Do you get our FREE Magazine?

Everyone Welcome?

February 23, 2026

The South is known for its hospitality. For the most part, people are generally very welcoming and inviting. (I intentionally noted that this statement is true “for the most part”… we all have at least one person that we know that shatters the stereotype by being a grouch.)
When you see a doormat that has “Welcome” on it in large letters, it’s more than being just a place to clean your boots; it’s a declaration that you are welcome here. That is why most churches have them; to publicly declare that whoever you are, wherever you are from, whatever burdens that you may carry, we have a place for you.
That’s nice… but is it true?
Recently, I watched a video testimony of a young man in the Northeastern United States. He was a professional in the legal field, black, formerly a gay man, and an active member of the LGBTQ+ community. (So far, we have nothing in common.) But, he went on to explain that he had gotten saved.
I don’t mean that he responded to a well-worded and emotional invitation; I mean radically and totally SAVED and delivered from sin and the lifestyle associated with it. He was a new creation in Christ Jesus and the former things had passed away. He told how the law firm where he had worked for years, openly supporting LGBTQ+ causes, had fired him for “proselytizing and promoting his newfound faith”; and on his personal social media accounts, I might add.
I was outraged! Then, I asked myself a simple question that humbled me into the dust.
After my first thought of making a short video complaining about this injustice on TikTok (our modern equivalent of semi-anonymous graffiti), the question arose in the back of my mind… Would I want to be seen having coffee with this man?
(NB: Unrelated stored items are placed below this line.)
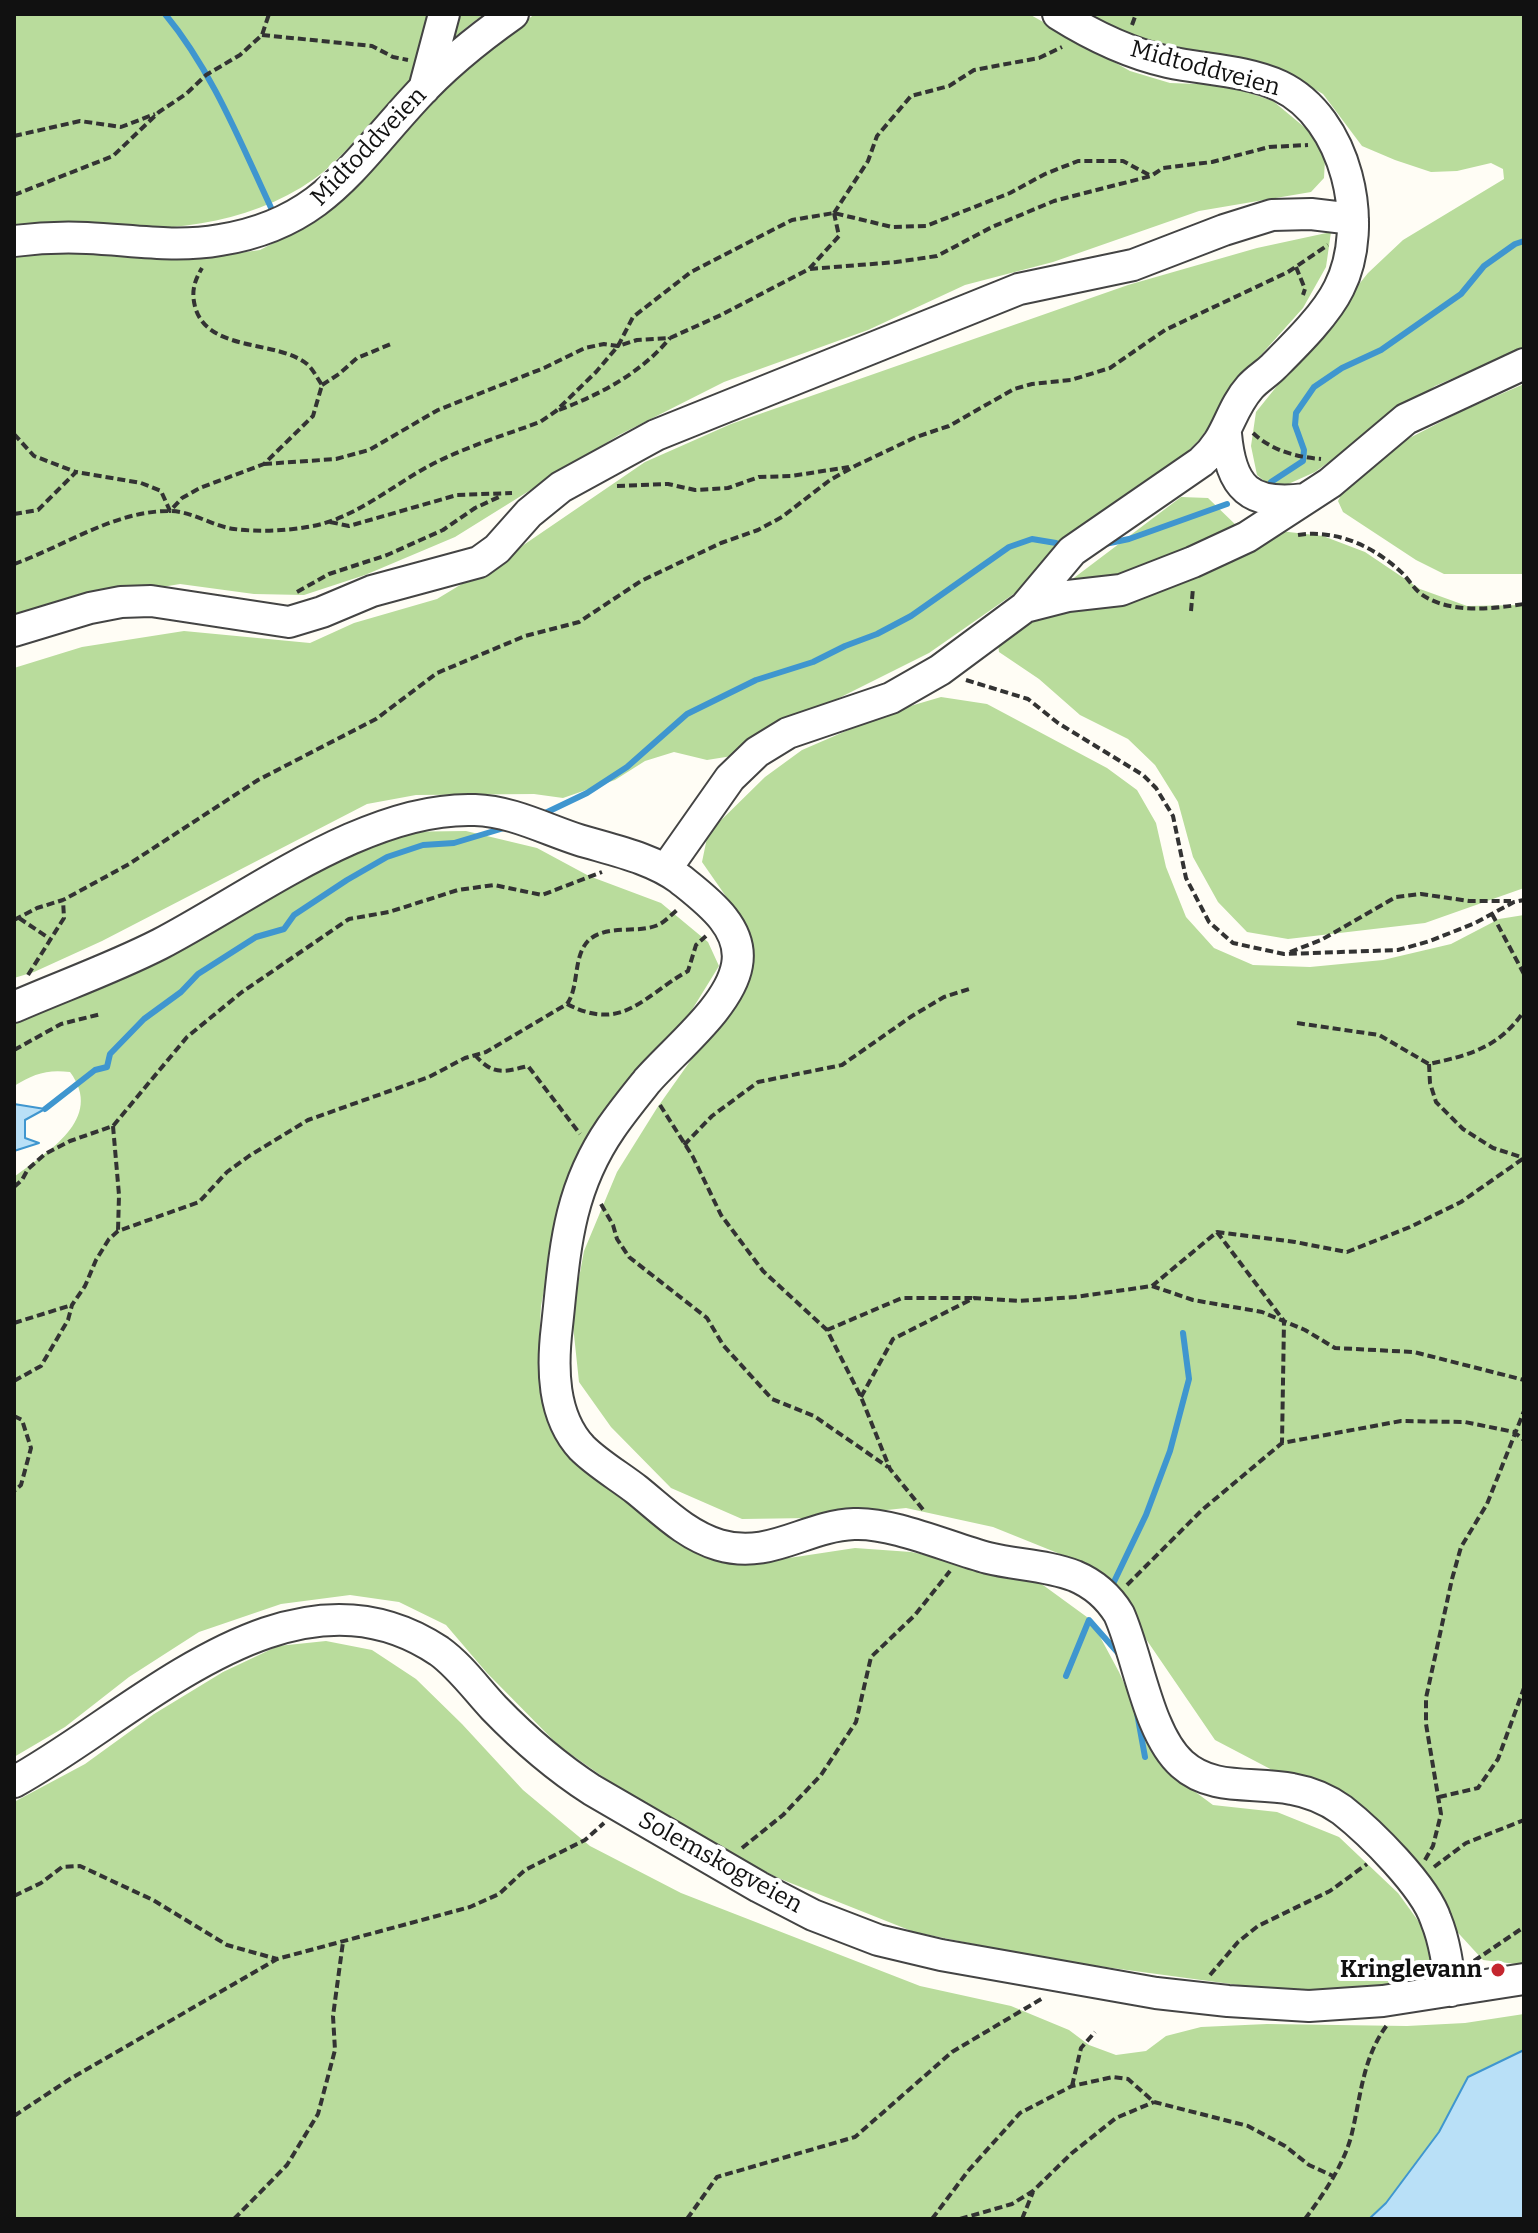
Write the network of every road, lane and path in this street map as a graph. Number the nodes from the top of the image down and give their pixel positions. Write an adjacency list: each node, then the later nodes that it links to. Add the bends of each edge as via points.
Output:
1 (269, 14): 5 (path)
2 (444, 14): 7 (street)
3 (513, 14): 7 (street, Midtoddveien)
4 (1058, 14): 10 (street, Midtoddveien, via 1096,37 1145,56 1282,87 1310,106)
5 (262, 35): 7 (path, via 372,46); 8 (path)
6 (1063, 47): 13 (path, via 1039,58 974,70 949,86 911,96 877,136 868,161)
7 (428, 77): 15 (street, Midtoddveien, via 323,199 283,223)
8 (159, 112): 9 (path, via 121,127 80,121); 12 (path, via 113,156)
9 (14, 136)
10 (1335, 144): 11 (path, via 1269,147 1163,168); 14 (street, Midtoddveien)
11 (1151, 176): 13 (path, via 1123,161 1078,161 926,226 892,227); 18 (path, via 1054,201 937,256)
12 (14, 195)
13 (834, 213): 18 (path, via 839,236); 21 (path, via 792,220 691,272 633,317)
14 (1353, 219): 25 (street, Midtoddveien, via 1351,251 1339,291 1251,386); 41 (street, via 1272,215 1133,265 1019,289 656,435 561,487 479,562 372,591 322,612 289,622 151,601 121,602)
15 (221, 240): 16 (street, Midtoddveien, via 180,245 89,238); 23 (path, via 195,280 192,298 200,321 215,333 306,363)
16 (14, 241)
17 (1296, 267): 29 (path, via 1165,330 1110,368 1014,389 949,426)
18 (809, 269): 19 (path)
19 (670, 338): 21 (path); 24 (path, via 633,372 593,397)
20 (391, 344): 23 (path, via 357,358)
21 (618, 346): 24 (path); 27 (path, via 585,348 438,410 369,450 336,459)
22 (1524, 364): 28 (street, via 1406,419)
23 (322, 385): 27 (path, via 313,416)
24 (556, 411): 35 (path, via 428,466)
25 (1230, 423): 28 (path, via 1304,458); 32 (street, via 1228,460 1246,490 1274,502); 40 (street, Midtoddveien, via 1213,452 1072,551)
26 (14, 434): 30 (path, via 34,456)
27 (264, 464): 33 (path, via 200,488)
28 (1351, 465): 32 (street)
29 (855, 466): 31 (path, via 759,477 728,488); 45 (path, via 770,524 641,581 579,622 525,636 437,673 376,719 258,780)
30 (76, 472): 33 (path, via 161,491); 34 (path, via 38,510)
31 (607, 486)
32 (1305, 499): 40 (street, via 1247,537 1150,579 1121,590)
33 (170, 511): 35 (path, via 232,529 307,528); 37 (path, via 87,531)
34 (14, 514)
35 (329, 522): 38 (path, via 349,526 457,495 504,494 443,530 329,574)
36 (1288, 536): 39 (path, via 1317,532 1349,539 1399,570 1420,594 1442,604 1492,609)
37 (14, 564)
38 (290, 596)
39 (1524, 604)
40 (1025, 607): 42 (street)
41 (14, 631)
42 (940, 670): 44 (street, via 891,698 797,729 757,752 730,778); 52 (path, via 1028,699 1143,775 1173,816 1186,878 1209,922 1233,943)
43 (637, 859): 44 (street); 55 (street, via 507,814 431,812 356,836 155,946); 64 (path, via 542,895 494,885 349,919 187,1037)
44 (674, 874): 50 (street); 56 (path, via 679,908 657,925 590,939)
45 (63, 900): 49 (path); 51 (path, via 64,918)
46 (1524, 900): 47 (path)
47 (1514, 902): 48 (path); 52 (path, via 1421,894 1396,897 1321,940)
48 (1492, 914): 52 (path, via 1398,950); 53 (path)
49 (16, 919): 51 (path)
50 (724, 919): 56 (path, via 696,945 688,971 646,1001 608,1016); 63 (street, via 738,949 732,983)
51 (50, 939): 55 (path)
52 (1284, 954)
53 (1524, 974)
54 (969, 989): 65 (path, via 933,1003 842,1065 758,1082)
55 (19, 995)
56 (567, 1004): 61 (path)
57 (1524, 1011): 62 (path, via 1511,1030 1472,1055)
58 (101, 1014): 60 (path, via 61,1024)
59 (1297, 1023): 62 (path, via 1379,1035)
60 (14, 1050)
61 (475, 1055): 67 (path, via 485,1067 503,1072 528,1066); 69 (path, via 308,1120 227,1172 199,1202)
62 (1429, 1064): 66 (path, via 1436,1102 1463,1129 1493,1148)
63 (646, 1082): 65 (path); 67 (street)
64 (113, 1126): 68 (path, via 45,1154); 69 (path)
65 (684, 1145): 76 (path, via 721,1215 763,1271)
66 (1523, 1158): 70 (path, via 1461,1202 1347,1252)
67 (592, 1162): 85 (path, via 599,1200 634,1263 707,1318 723,1345 772,1399 814,1416); 88 (street, via 567,1236 555,1374 565,1424 586,1452 669,1518 718,1545 763,1548 856,1523)
68 (14, 1187)
69 (118, 1231): 73 (path)
70 (1217, 1232): 71 (path); 74 (path)
71 (1152, 1286): 72 (path, via 1033,1300); 74 (path)
72 (974, 1298): 76 (path, via 902,1298); 79 (path, via 893,1339)
73 (72, 1305): 75 (path); 78 (path, via 41,1366)
74 (1284, 1321): 77 (path, via 1335,1348 1414,1352); 84 (path)
75 (14, 1323)
76 (827, 1330): 79 (path)
77 (1524, 1380)
78 (14, 1381)
79 (861, 1397): 85 (path)
80 (1524, 1411): 82 (path)
81 (14, 1416): 86 (path, via 22,1420 31,1448 21,1485)
82 (1514, 1432): 83 (path); 84 (path, via 1465,1422 1401,1421); 92 (path, via 1487,1504 1461,1547 1426,1698)
83 (1524, 1440)
84 (1282, 1443): 89 (path, via 1202,1510)
85 (890, 1469): 87 (path)
86 (14, 1491)
87 (926, 1513)
88 (953, 1547): 89 (street, via 1075,1577); 96 (path, via 950,1572 871,1657 856,1722 821,1775 783,1815)
89 (1111, 1601): 95 (street, via 1172,1754 1198,1776 1213,1781 1290,1788 1319,1797 1340,1809)
90 (1524, 1688): 92 (path, via 1498,1759 1478,1788)
91 (14, 1782): 93 (street, Solemskogveien, via 220,1654 288,1626 349,1619 391,1626 443,1654 543,1755)
92 (1439, 1797): 97 (path, via 1441,1814 1433,1846)
93 (619, 1806): 96 (street, Solemskogveien); 100 (path, via 585,1840 525,1870 499,1894)
94 (1524, 1820): 97 (path, via 1466,1843)
95 (1385, 1851): 97 (street); 105 (path, via 1330,1891 1258,1926)
96 (722, 1864): 103 (street, Solemskogveien, via 787,1902 878,1940)
97 (1413, 1883): 104 (street, via 1436,1917)
98 (14, 1896): 101 (path, via 62,1867 80,1866 153,1900 227,1945)
99 (1524, 1927): 104 (path, via 1468,1965)
100 (343, 1942): 101 (path); 113 (path, via 333,2016 335,2050 318,2114 287,2165)
101 (277, 1959): 110 (path)
102 (1524, 1979): 104 (street, Solemskogveien)
103 (1075, 1980): 105 (street, Solemskogveien, via 1114,1992); 114 (path, via 952,2052 855,2137 717,2177)
104 (1451, 1991): 106 (street, Solemskogveien)
105 (1192, 1997): 106 (street, Solemskogveien, via 1309,2006)
106 (1405, 1998): 111 (path, via 1369,2054 1350,2140)
107 (1095, 2032): 108 (path, via 1081,2048)
108 (1072, 2086): 109 (path, via 1128,2079); 115 (path, via 1020,2113)
109 (1154, 2102): 111 (path, via 1248,2126); 112 (path, via 1107,2125)
110 (14, 2116)
111 (1333, 2176): 118 (path)
112 (1033, 2191): 116 (path, via 1012,2204); 117 (path)
113 (234, 2219)
114 (687, 2219)
115 (932, 2219)
116 (960, 2219)
117 (1022, 2219)
118 (1305, 2219)

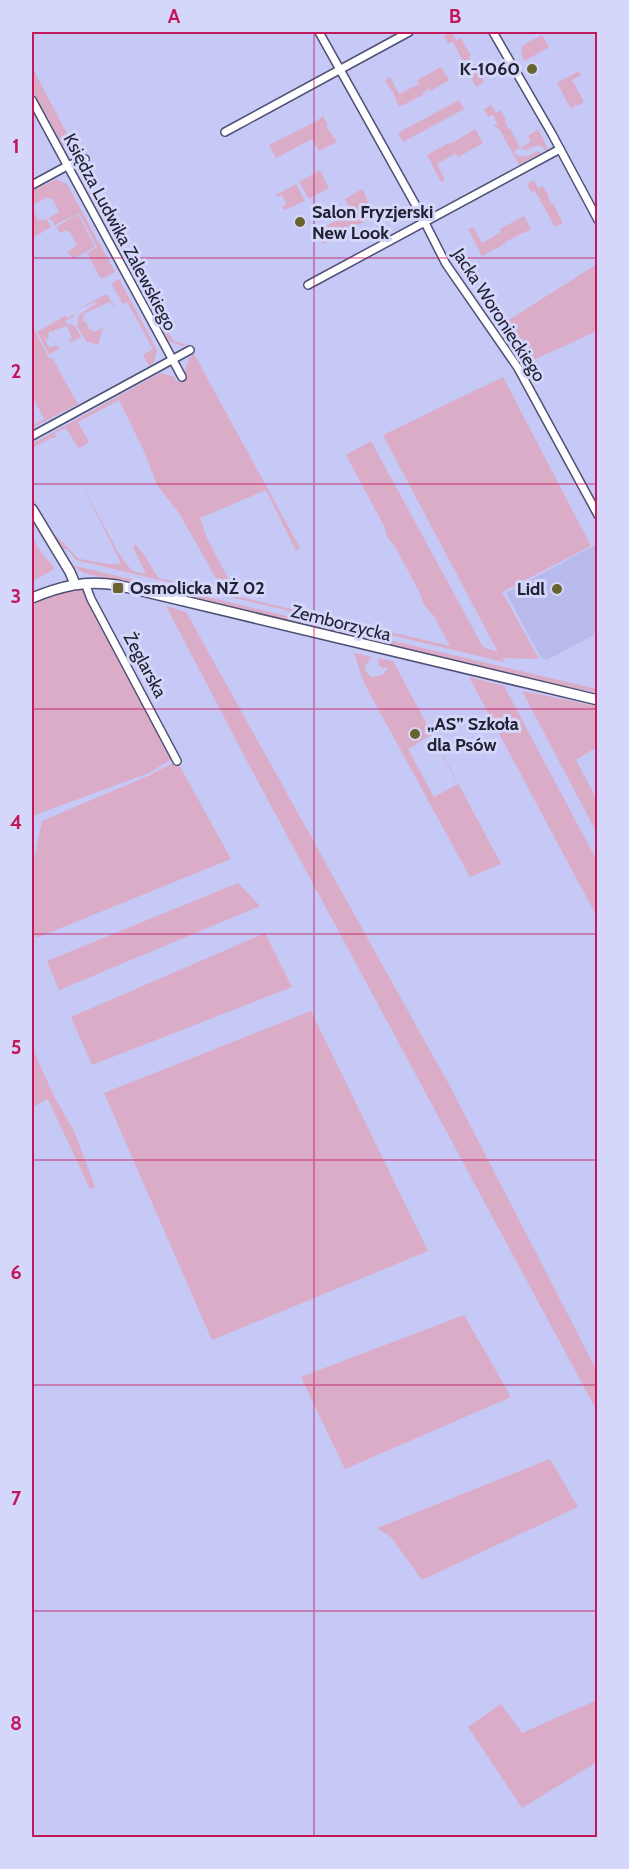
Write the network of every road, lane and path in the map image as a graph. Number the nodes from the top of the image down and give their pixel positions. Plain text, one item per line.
1 (319, 32) edge
2 (409, 32) edge
3 (493, 32) edge
4 (341, 69) junction
5 (32, 100) edge
6 (225, 132) dead end
7 (560, 149) junction
8 (86, 159) dead end
9 (67, 166) junction
10 (32, 185) edge
11 (597, 220) edge
12 (424, 222) junction
13 (308, 285) dead end
14 (190, 350) dead end
15 (172, 360) junction
16 (182, 377) dead end
17 (32, 436) edge
18 (32, 509) edge
19 (597, 515) edge
20 (80, 583) junction
21 (32, 598) edge
22 (597, 700) edge
23 (177, 761) dead end

1 - 4 street, Jacka Woronieckiego
2 - 4 street
3 - 7 street
4 - 6 street
4 - 12 street, Jacka Woronieckiego
5 - 9 street, Księdza Ludwika Zalewskiego
7 - 11 street
7 - 12 street
8 - 9 street
9 - 10 street
9 - 15 street, Księdza Ludwika Zalewskiego
12 - 13 street
12 - 19 street, Jacka Woronieckiego
14 - 15 street
15 - 16 street, Księdza Ludwika Zalewskiego
15 - 17 street
18 - 20 street, Żeglarska
20 - 21 street
20 - 22 street, Zemborzycka
20 - 23 street, Żeglarska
Yes, he was saved, but he still spoke effeminately. And anyone that knew him as a lifelong homosexual, they might think we were meeting up for more than a coffee between new friends. I am from a small town, and if you are too, you know that gossip can get around the whole town by the time your engine turns over.
I forgot about my outrage at some law firm whose name I can no longer remember. I was disgusted with myself. How could I even think such a thing, let alone allow it to possibly keep me from a new brother just because he used to sin differently than I did?
Then I did something that almost always makes every situation worse: I read the rest of the comments under his video.
Not all of the comments from other Christians were encouragement or rejoicing that someone had been taken from the kingdom of darkness.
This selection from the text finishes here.